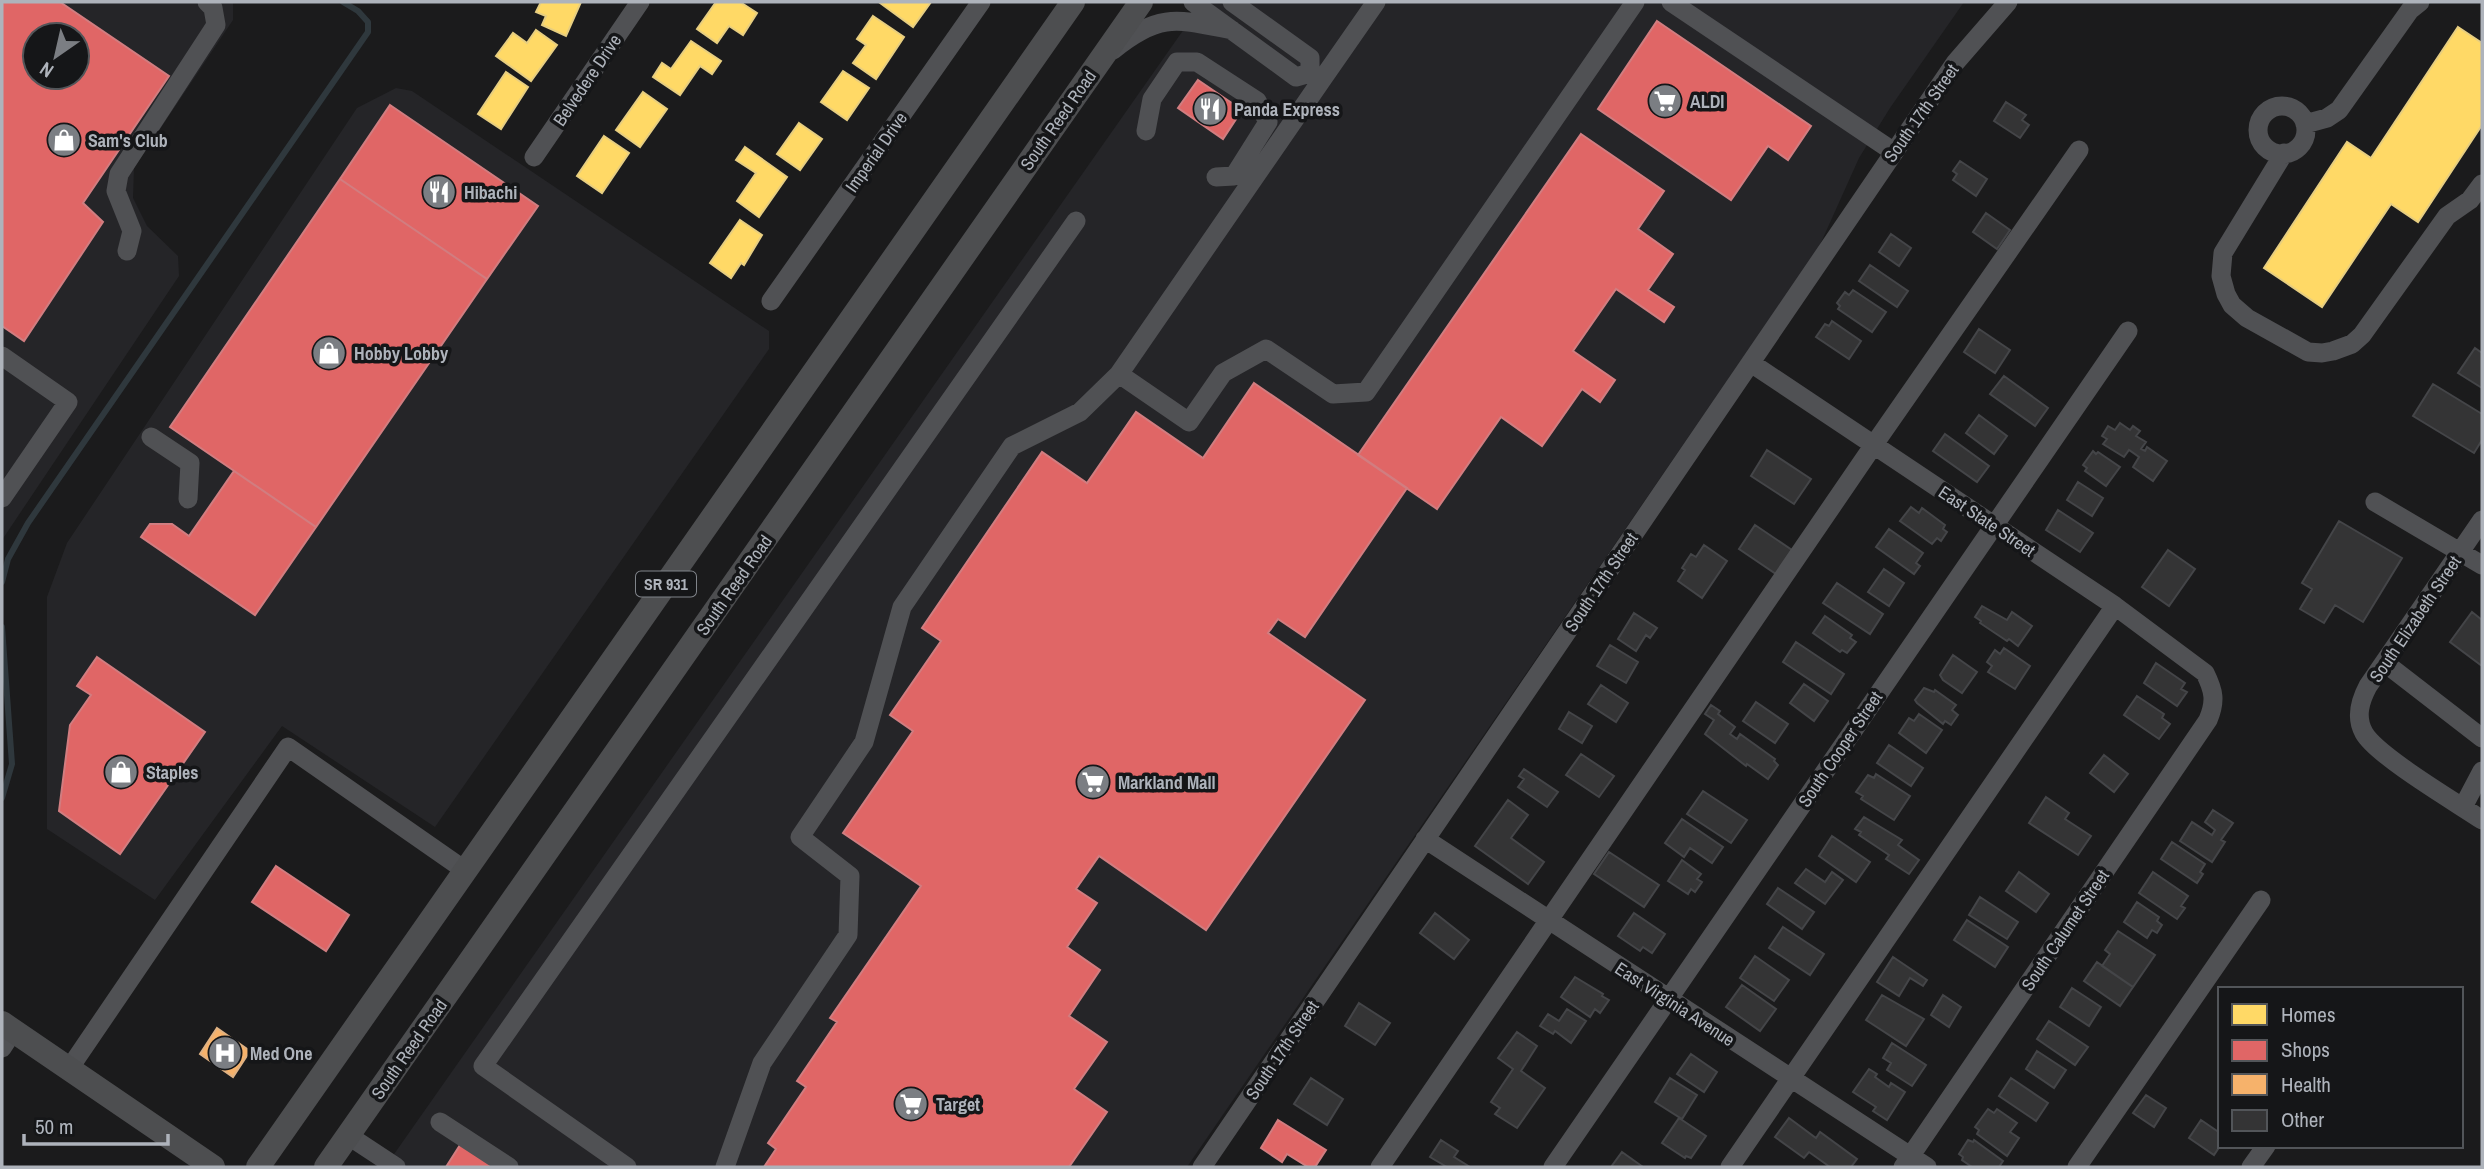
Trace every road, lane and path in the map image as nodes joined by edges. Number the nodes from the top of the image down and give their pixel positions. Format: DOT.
graph roads {
  1 [pos="207,2"];
  2 [pos="640,2"];
  3 [pos="981,2"];
  4 [pos="1073,2"];
  5 [pos="1141,2"];
  6 [pos="1193,2"];
  7 [pos="1232,2"];
  8 [pos="1376,2"];
  9 [pos="1635,2"];
  10 [pos="1671,2"];
  11 [pos="2008,2"];
  12 [pos="2420,2"];
  13 [pos="1232,30"];
  14 [pos="1099,62"];
  15 [pos="1316,77"];
  16 [pos="2305,124"];
  17 [pos="1146,131"];
  18 [pos="2079,150"];
  19 [pos="1894,152"];
  20 [pos="2284,153"];
  21 [pos="534,157"];
  22 [pos="1216,177"];
  23 [pos="2482,184"];
  24 [pos="1076,221"];
  25 [pos="127,251"];
  26 [pos="771,302"];
  27 [pos="2128,331"];
  28 [pos="2,356"];
  29 [pos="1751,363"];
  30 [pos="1119,374"];
  31 [pos="151,437"];
  32 [pos="1873,446"];
  33 [pos="2,498"];
  34 [pos="188,499"];
  35 [pos="2375,502"];
  36 [pos="2482,520"];
  37 [pos="1993,525"];
  38 [pos="2460,553"];
  39 [pos="2482,565"];
  40 [pos="2115,606"];
  41 [pos="2385,663"];
  42 [pos="2213,689"];
  43 [pos="2482,738"];
  44 [pos="2482,771"];
  45 [pos="2463,807"];
  46 [pos="2482,820"];
  47 [pos="1425,839"];
  48 [pos="466,871"];
  49 [pos="2261,900"];
  50 [pos="1550,920"];
  51 [pos="1668,999"];
  52 [pos="6,1034"];
  53 [pos="69,1069"];
  54 [pos="1790,1080"];
  55 [pos="440,1122"];
  56 [pos="349,1136"];
  57 [pos="2265,1148"];
  58 [pos="1913,1164"];
  59 [pos="213,1167"];
  60 [pos="258,1167"];
  61 [pos="326,1167"];
  62 [pos="396,1167"];
  63 [pos="509,1167"];
  64 [pos="627,1167"];
  65 [pos="725,1167"];
  66 [pos="1202,1167"];
  67 [pos="1380,1167"];
  68 [pos="1553,1167"];
  69 [pos="1730,1167"];
  70 [pos="2077,1167"];
  71 [pos="2251,1167"];
  1 -- 25 [label="street"];
  2 -- 21 [label="street, Belvedere Drive"];
  3 -- 26 [label="street, Imperial Drive"];
  4 -- 48 [label="main road, SR 931"];
  5 -- 14 [label="main road, South Reed Road / SR 931"];
  6 -- 13 [label="street"];
  7 -- 15 [label="street"];
  8 -- 15 [label="street"];
  9 -- 30 [label="street"];
  10 -- 19 [label="street"];
  11 -- 19 [label="street, South 17th Street"];
  12 -- 16 [label="street"];
  13 -- 14 [label="street"];
  13 -- 15 [label="street"];
  14 -- 56 [label="main road, South Reed Road / SR 931"];
  15 -- 30 [label="street"];
  16 -- 20 [label="street"];
  16 -- 20 [label="street"];
  17 -- 22 [label="street"];
  18 -- 32 [label="street"];
  19 -- 29 [label="street, South 17th Street"];
  20 -- 23 [label="street"];
  24 -- 64 [label="street"];
  27 -- 37 [label="street, South Cooper Street"];
  28 -- 33 [label="street"];
  29 -- 32 [label="street, East State Street"];
  29 -- 47 [label="street, South 17th Street"];
  30 -- 65 [label="street"];
  31 -- 34 [label="street"];
  32 -- 37 [label="street, East State Street"];
  32 -- 50 [label="street"];
  35 -- 38 [label="street"];
  36 -- 38 [label="street, South Elizabeth Street"];
  37 -- 40 [label="street, East State Street"];
  37 -- 51 [label="street, South Cooper Street"];
  38 -- 39 [label="street"];
  38 -- 41 [label="street, South Elizabeth Street"];
  40 -- 42 [label="street, East State Street"];
  40 -- 54 [label="street"];
  41 -- 43 [label="street"];
  41 -- 45 [label="street, South Elizabeth Street"];
  42 -- 58 [label="street, South Calumet Street"];
  44 -- 45 [label="street"];
  45 -- 46 [label="street"];
  47 -- 50 [label="street, East Virginia Avenue"];
  47 -- 66 [label="street, South 17th Street"];
  48 -- 53 [label="street"];
  48 -- 60 [label="main road, SR 931"];
  49 -- 70 [label="street"];
  50 -- 51 [label="street, East Virginia Avenue"];
  50 -- 67 [label="street"];
  51 -- 54 [label="street, East Virginia Avenue"];
  51 -- 68 [label="street, South Cooper Street"];
  52 -- 53 [label="main road"];
  53 -- 59 [label="main road"];
  54 -- 58 [label="street, East Virginia Avenue"];
  54 -- 69 [label="street"];
  55 -- 63 [label="street"];
  56 -- 61 [label="main road, South Reed Road / SR 931"];
  56 -- 62 [label="street"];
  57 -- 71 [label="street"];
}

====

**Task to carry out**
Reproduce all the material exactly, omitting images.

**Completed exercise**
Trace every road, lane and path in the map image as nodes joined by edges. Number the nodes from the top of the image down and give their pixel positions. Format: DOT.
graph roads {
  1 [pos="207,2"];
  2 [pos="640,2"];
  3 [pos="981,2"];
  4 [pos="1073,2"];
  5 [pos="1141,2"];
  6 [pos="1193,2"];
  7 [pos="1232,2"];
  8 [pos="1376,2"];
  9 [pos="1635,2"];
  10 [pos="1671,2"];
  11 [pos="2008,2"];
  12 [pos="2420,2"];
  13 [pos="1232,30"];
  14 [pos="1099,62"];
  15 [pos="1316,77"];
  16 [pos="2305,124"];
  17 [pos="1146,131"];
  18 [pos="2079,150"];
  19 [pos="1894,152"];
  20 [pos="2284,153"];
  21 [pos="534,157"];
  22 [pos="1216,177"];
  23 [pos="2482,184"];
  24 [pos="1076,221"];
  25 [pos="127,251"];
  26 [pos="771,302"];
  27 [pos="2128,331"];
  28 [pos="2,356"];
  29 [pos="1751,363"];
  30 [pos="1119,374"];
  31 [pos="151,437"];
  32 [pos="1873,446"];
  33 [pos="2,498"];
  34 [pos="188,499"];
  35 [pos="2375,502"];
  36 [pos="2482,520"];
  37 [pos="1993,525"];
  38 [pos="2460,553"];
  39 [pos="2482,565"];
  40 [pos="2115,606"];
  41 [pos="2385,663"];
  42 [pos="2213,689"];
  43 [pos="2482,738"];
  44 [pos="2482,771"];
  45 [pos="2463,807"];
  46 [pos="2482,820"];
  47 [pos="1425,839"];
  48 [pos="466,871"];
  49 [pos="2261,900"];
  50 [pos="1550,920"];
  51 [pos="1668,999"];
  52 [pos="6,1034"];
  53 [pos="69,1069"];
  54 [pos="1790,1080"];
  55 [pos="440,1122"];
  56 [pos="349,1136"];
  57 [pos="2265,1148"];
  58 [pos="1913,1164"];
  59 [pos="213,1167"];
  60 [pos="258,1167"];
  61 [pos="326,1167"];
  62 [pos="396,1167"];
  63 [pos="509,1167"];
  64 [pos="627,1167"];
  65 [pos="725,1167"];
  66 [pos="1202,1167"];
  67 [pos="1380,1167"];
  68 [pos="1553,1167"];
  69 [pos="1730,1167"];
  70 [pos="2077,1167"];
  71 [pos="2251,1167"];
  1 -- 25 [label="street"];
  2 -- 21 [label="street, Belvedere Drive"];
  3 -- 26 [label="street, Imperial Drive"];
  4 -- 48 [label="main road, SR 931"];
  5 -- 14 [label="main road, South Reed Road / SR 931"];
  6 -- 13 [label="street"];
  7 -- 15 [label="street"];
  8 -- 15 [label="street"];
  9 -- 30 [label="street"];
  10 -- 19 [label="street"];
  11 -- 19 [label="street, South 17th Street"];
  12 -- 16 [label="street"];
  13 -- 14 [label="street"];
  13 -- 15 [label="street"];
  14 -- 56 [label="main road, South Reed Road / SR 931"];
  15 -- 30 [label="street"];
  16 -- 20 [label="street"];
  16 -- 20 [label="street"];
  17 -- 22 [label="street"];
  18 -- 32 [label="street"];
  19 -- 29 [label="street, South 17th Street"];
  20 -- 23 [label="street"];
  24 -- 64 [label="street"];
  27 -- 37 [label="street, South Cooper Street"];
  28 -- 33 [label="street"];
  29 -- 32 [label="street, East State Street"];
  29 -- 47 [label="street, South 17th Street"];
  30 -- 65 [label="street"];
  31 -- 34 [label="street"];
  32 -- 37 [label="street, East State Street"];
  32 -- 50 [label="street"];
  35 -- 38 [label="street"];
  36 -- 38 [label="street, South Elizabeth Street"];
  37 -- 40 [label="street, East State Street"];
  37 -- 51 [label="street, South Cooper Street"];
  38 -- 39 [label="street"];
  38 -- 41 [label="street, South Elizabeth Street"];
  40 -- 42 [label="street, East State Street"];
  40 -- 54 [label="street"];
  41 -- 43 [label="street"];
  41 -- 45 [label="street, South Elizabeth Street"];
  42 -- 58 [label="street, South Calumet Street"];
  44 -- 45 [label="street"];
  45 -- 46 [label="street"];
  47 -- 50 [label="street, East Virginia Avenue"];
  47 -- 66 [label="street, South 17th Street"];
  48 -- 53 [label="street"];
  48 -- 60 [label="main road, SR 931"];
  49 -- 70 [label="street"];
  50 -- 51 [label="street, East Virginia Avenue"];
  50 -- 67 [label="street"];
  51 -- 54 [label="street, East Virginia Avenue"];
  51 -- 68 [label="street, South Cooper Street"];
  52 -- 53 [label="main road"];
  53 -- 59 [label="main road"];
  54 -- 58 [label="street, East Virginia Avenue"];
  54 -- 69 [label="street"];
  55 -- 63 [label="street"];
  56 -- 61 [label="main road, South Reed Road / SR 931"];
  56 -- 62 [label="street"];
  57 -- 71 [label="street"];
}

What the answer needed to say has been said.